Web Marketing: How to Manage Search Engine Robots

By John Arnold, Michael Becker, Marty Dickinson, Ian Lurie, Elizabeth Marsten

In web marketing, it’s important to make sure your site is visible. Checking your robots.txt file and meta robots tags is a good place to start. Errors with these can make your site invisible to visitors.

Check your robots.txt file

Go to www.yoursiteaddress.com/robots.txt. You might get a Page Not Found error. That’s okay for your purposes: A no robots.txt file means you’re not placing any broad limits on what search engines can and can’t index on your site. You might also see something like this:

User-agent: *
Disallow: /blog.htm

This file is called the robots.txt file. It tells search engine crawlers, also known as robots, what to do when they visit your website. In this example, it’s telling all search engines to ignore the blog.htm page. All other pages are searchable.

If you want to become a robots.txt geek, visit the Web Robots Page. You can find out everything you ever wanted to know about guiding robots around your site.
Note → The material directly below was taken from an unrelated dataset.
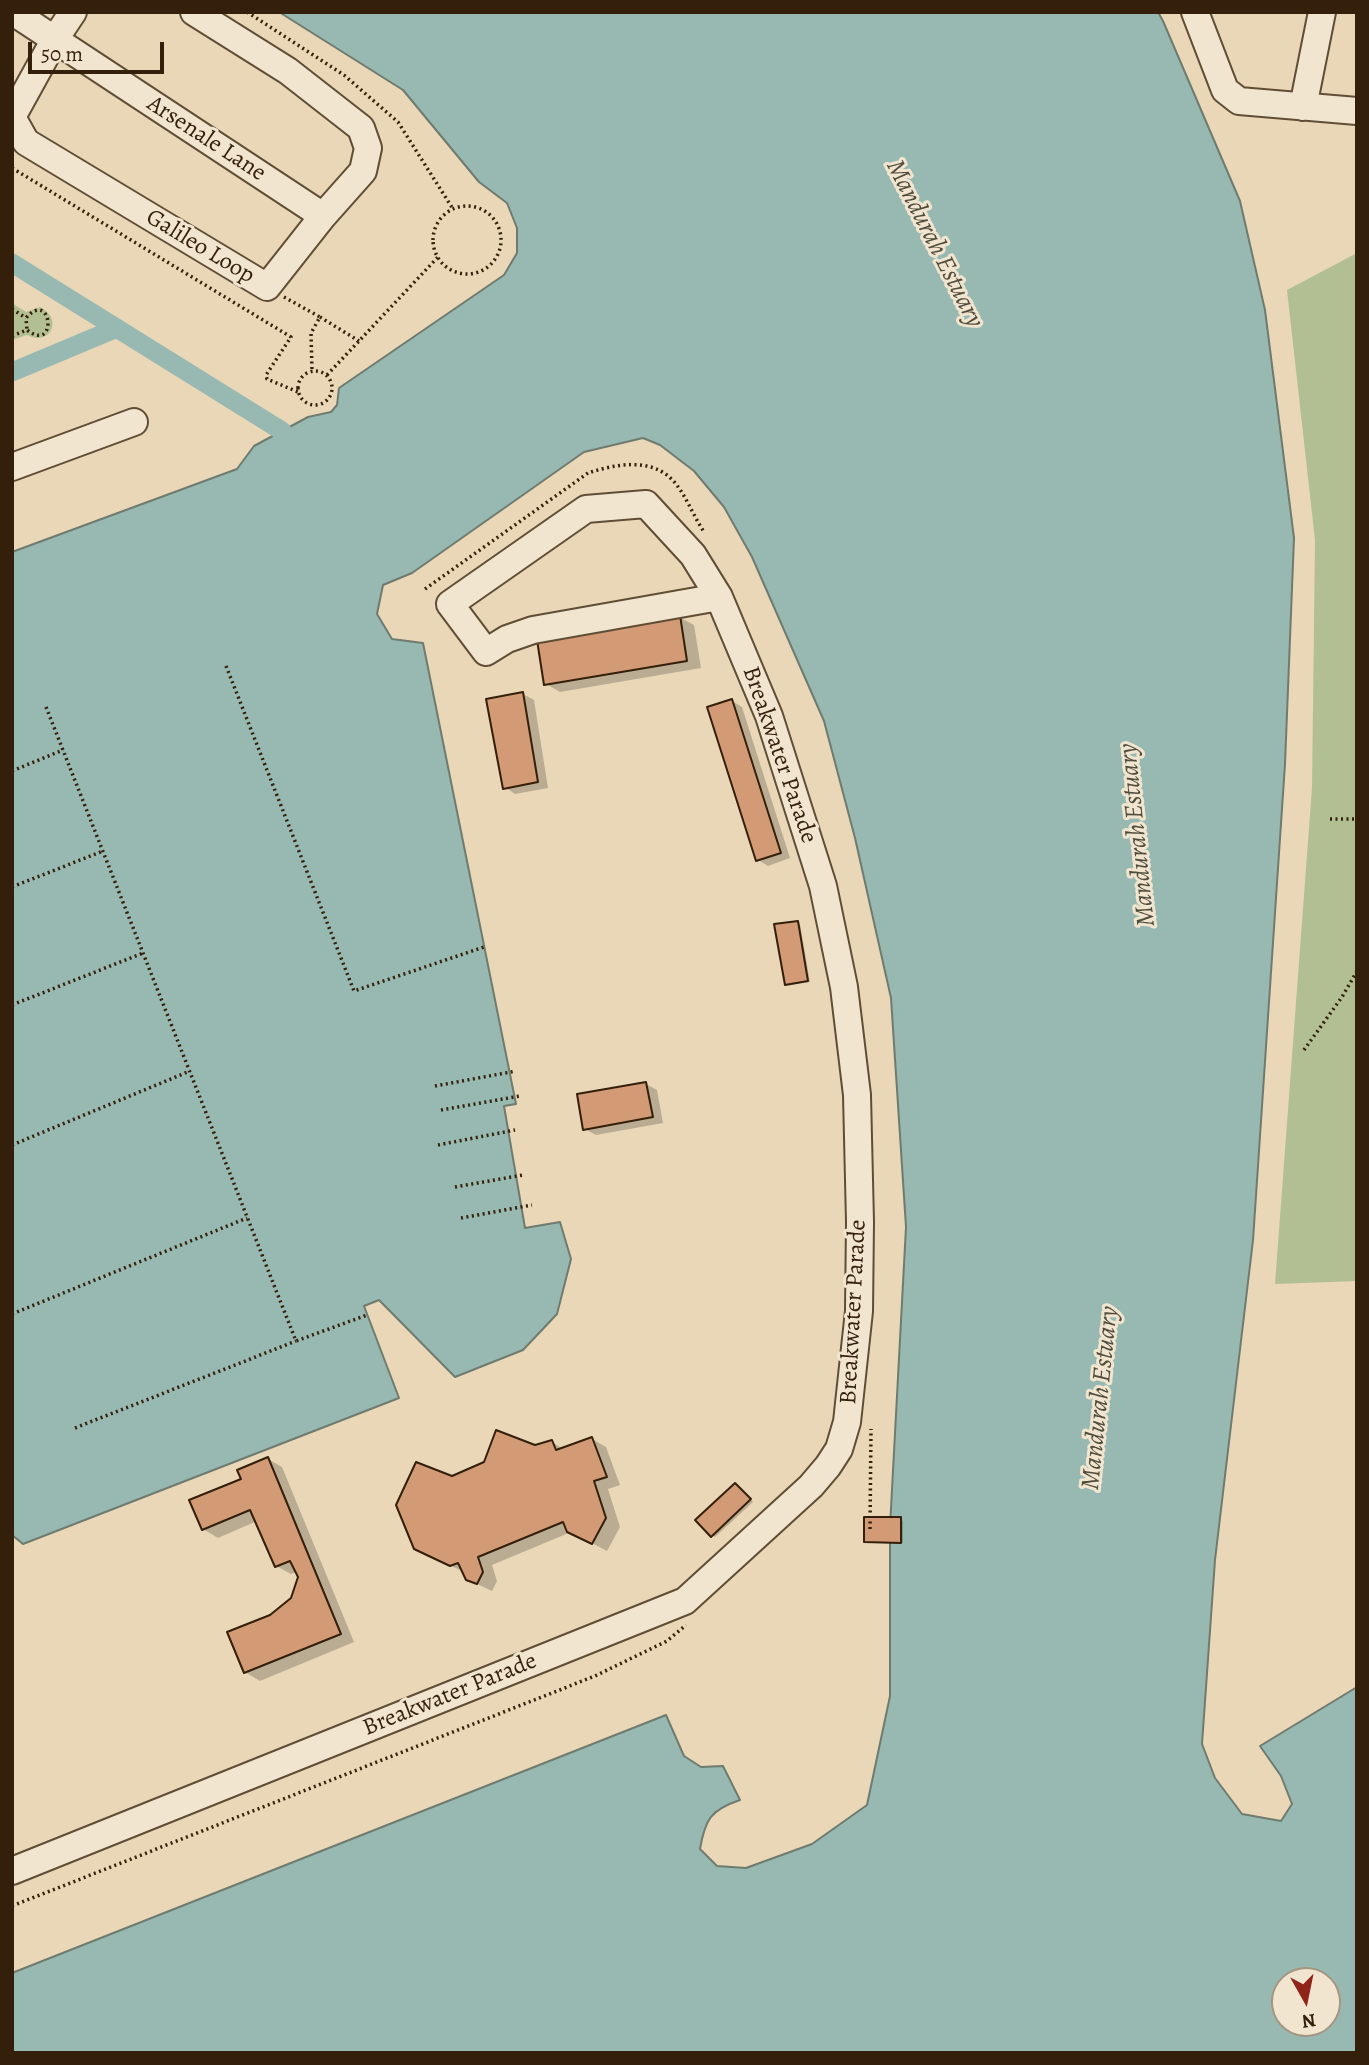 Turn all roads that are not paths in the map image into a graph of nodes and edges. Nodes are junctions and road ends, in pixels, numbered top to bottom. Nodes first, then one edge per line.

What you don’t want to see in your robots.txt file is this:

Disallow: /

This line tells a visiting search engine crawler to ignore every page on your website. A developer may add this line when he is building the site to prevent search engines from crawling it while it’s under construction. If it is left there by accident, your site is invisible to search engines.

If your robots.txt file has any Disallow commands in it, check with your webmaster or developer to make sure that a reason exists. Disallow can be used to hide pages that change a lot, hide duplicate content, or keep search engines out of stuff you just don’t want them crawling. Just make sure that you’re not accidentally hiding content they should see.
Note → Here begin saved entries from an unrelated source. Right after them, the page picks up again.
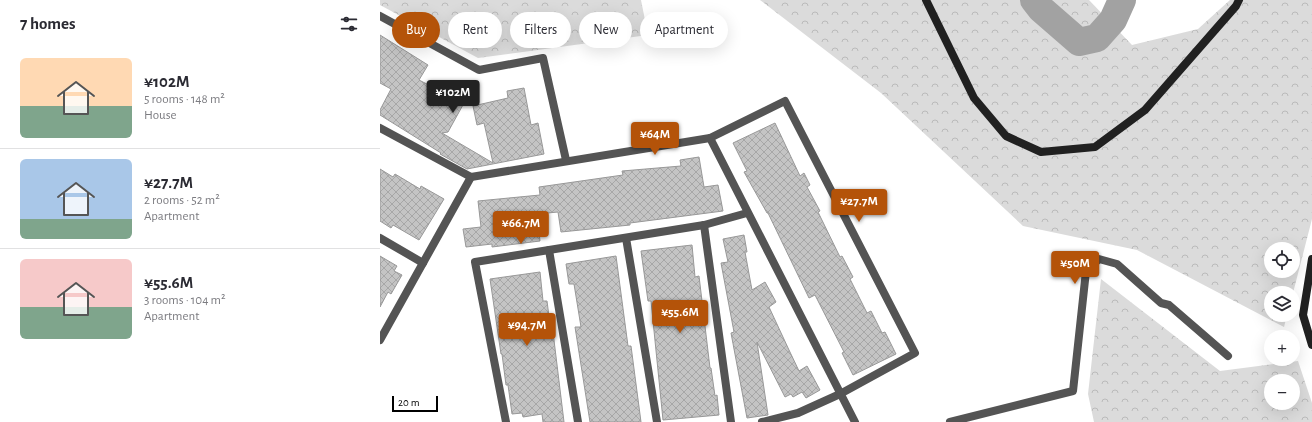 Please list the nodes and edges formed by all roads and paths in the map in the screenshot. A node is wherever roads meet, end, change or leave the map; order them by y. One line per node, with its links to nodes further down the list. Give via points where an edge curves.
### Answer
1 (926, 0): 2 (street, via 974,98 1006,136 1041,152 1095,147 1144,110 1197,52)
2 (1239, 0)
3 (380, 16): 6 (street, via 479,70 543,58)
4 (380, 128): 7 (street)
5 (710, 138): 6 (street); 8 (street); 18 (street, via 785,101 912,346 915,353)
6 (566, 160): 7 (street)
7 (471, 178): 14 (street)
8 (747, 213): 9 (street); 18 (street)
9 (704, 225): 11 (street); 22 (street)
10 (380, 238): 14 (street)
11 (626, 238): 12 (street); 21 (street)
12 (549, 250): 19 (street, via 475,262); 20 (street)
13 (1312, 259): 16 (street, via 1303,315)
14 (423, 263): 15 (street)
15 (380, 340)
16 (1312, 345)
17 (1228, 356): 25 (street, via 1169,305 1161,304 1118,264 1099,259 1086,270 1073,391)
18 (840, 394): 23 (street, via 798,414); 24 (street)
19 (506, 422)
20 (578, 422)
21 (657, 422)
22 (731, 422)
23 (762, 422)
24 (855, 422)
25 (950, 422) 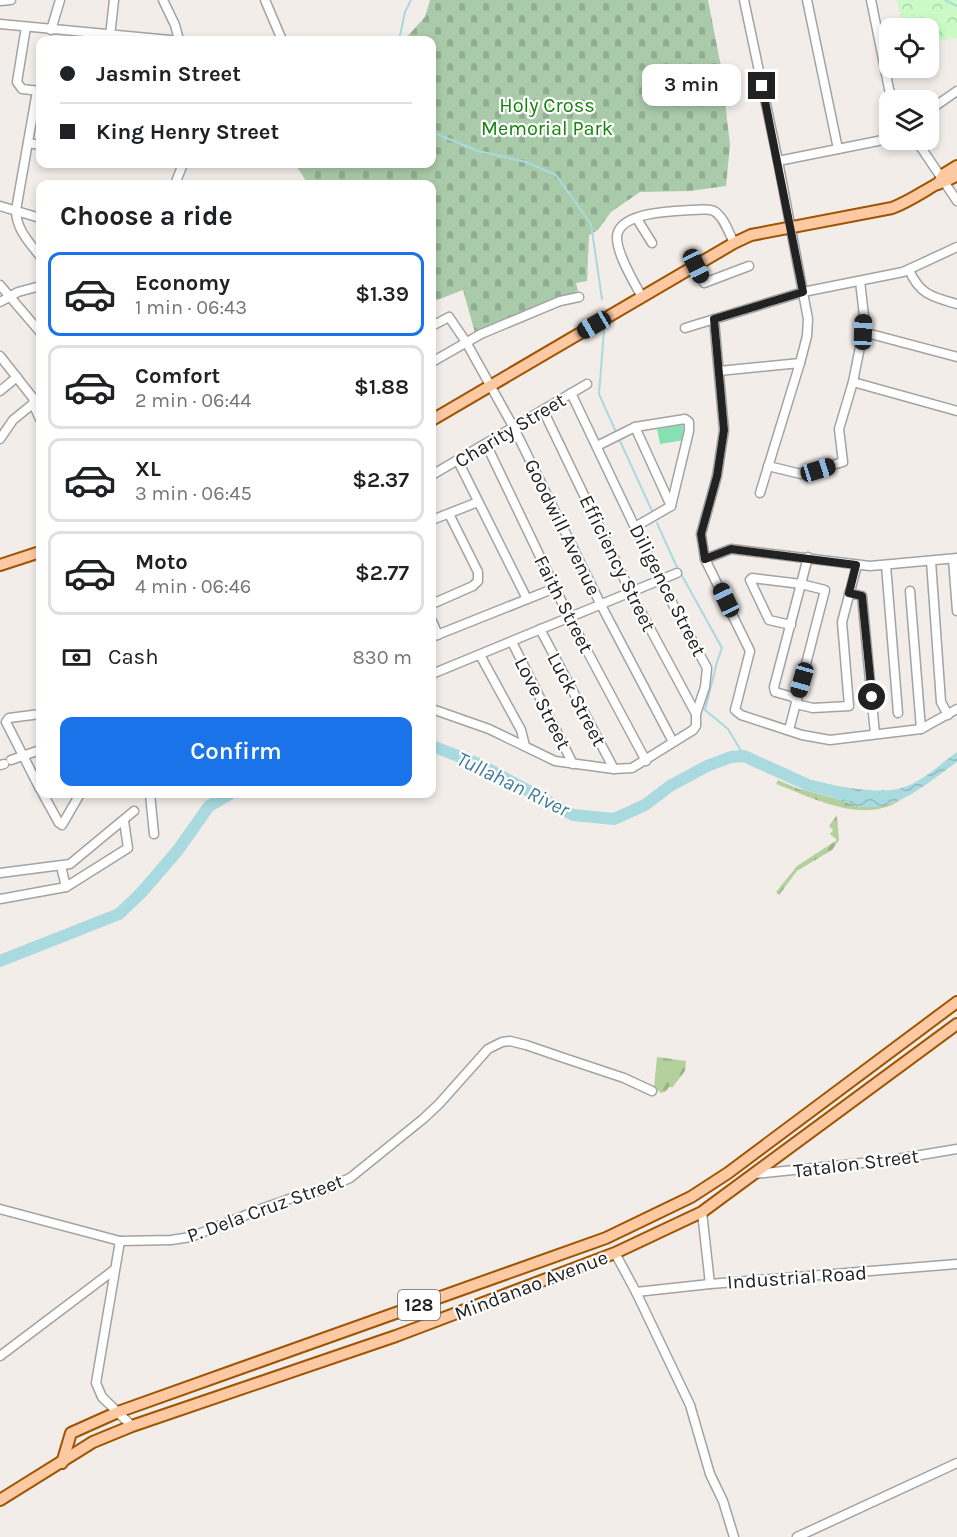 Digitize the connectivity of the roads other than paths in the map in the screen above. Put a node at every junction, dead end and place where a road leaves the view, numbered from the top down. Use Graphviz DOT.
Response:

Check for meta robots tags

Using the meta robots tag is another way to hide pages from search engines. Go to any page on your website and view the source code. You don’t want to see

<meta name="robots" content="noindex,nofollow">

If the meta robots tag is there, and it contains noindex, nofollow, or both, remove it. You have valid reasons to use this tag: You might want a search engine to ignore this page because it’s a duplicate; you might feel the information on the page is inappropriate for search results; or the developer might have hidden the page during development. If you don’t know the reason, delete the tag.

Do not trust your developer to remove the meta robots tag. When he builds your site, he’s working hard, writing code so fast that his fingers smoke. Forgetting to remove that one little line of code is easy when you’re facing a tough deadline and still have 4,000 lines of code to write. Remind your developer!